The Iconarama was one of a long series of early military attempts to build large-screen displays. There were wall-sized plotters. CRT/film/photo processor/projector combinations. The Eidophor oil-film projector.
Eidophor technology first appeared in 1943, and there are still a few units in use. No other technology until DLP could reach the 4000 lumen light level of an Eidophor unit.
When I took a class on controls a few years ago there was a class project you had to do, build something that you would control. Could be anything. One of the things the prof wouldn't let us do is this. It had been done so many times before and had a couple etch-a-sketches sitting in the cabinent with motors allready on them.
This is something students have probably done for such projects for 15 years.
Inside the mouse is a ball driving two optical encoders: one for X, one for Y, mechanically placed 90 degrees apart.
The optical disks and detector are made in such a manner as to produce a quadrature encoded output.
With very minimal "glue logic", these signals could be changed to the quadrature encoded drive signals required by a stepper motor.
This would have eliminated the whole processor.
But, they used a roundabout way of doing it.
I'll often do things for my own edification that are not optimal just to see how things work.
In this case, the students got to experience working with the AVR compiler, programming in machine code, and real-world interface design, so I won't bang on them for not doing it in such a way I would have if I were gonna make a million of 'em.
Now, if I had found out that they were just drawing lines on the CRT screen, I would have posted a very vile commentary on the state of what is passing for education these days.
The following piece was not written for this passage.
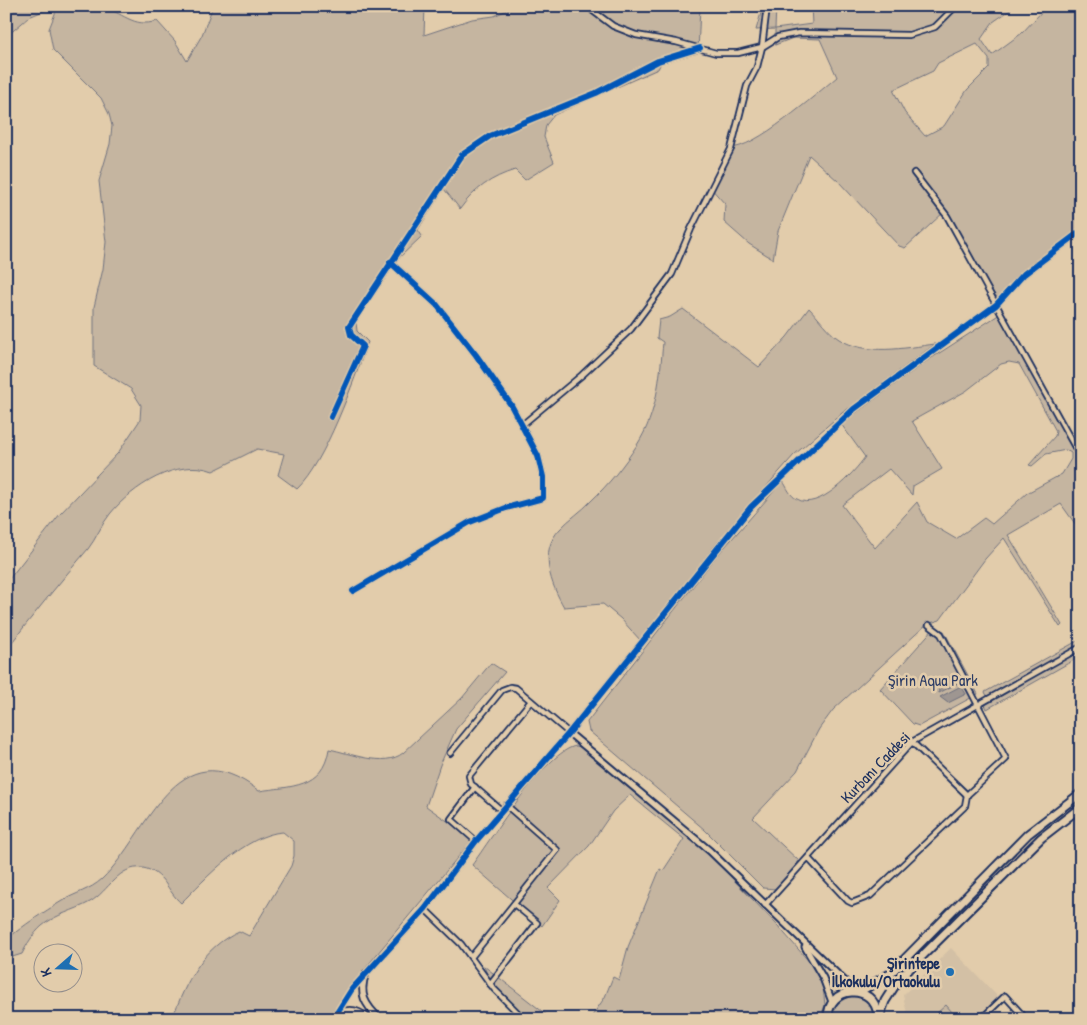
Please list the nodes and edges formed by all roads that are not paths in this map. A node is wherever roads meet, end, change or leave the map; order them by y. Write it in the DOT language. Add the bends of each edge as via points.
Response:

What I saw looked appropriate to me for a class project for BSEE.
Just for funsies, my final project in College back in the early 70's was building my own oscilloscope from scratch. I thought I was gonna get really good bandwidth because I was using 45MHz IF tubes from television receivers as my CRT drive. Got my design finished... Surprise! I got 10KHz! Well, so much for my rude awakening to plate resistance and capacitive loads... but the professor gave me full credit anyway because I offered the correct explanation of why I didn't get the response I expected.
"Prove all things; hold fast that which is good." [KJV: I Thessalonians 5:21]
Cornell has turned itself into a Microsoft shop, so it's appropriate that they're all excited about something that others did years before.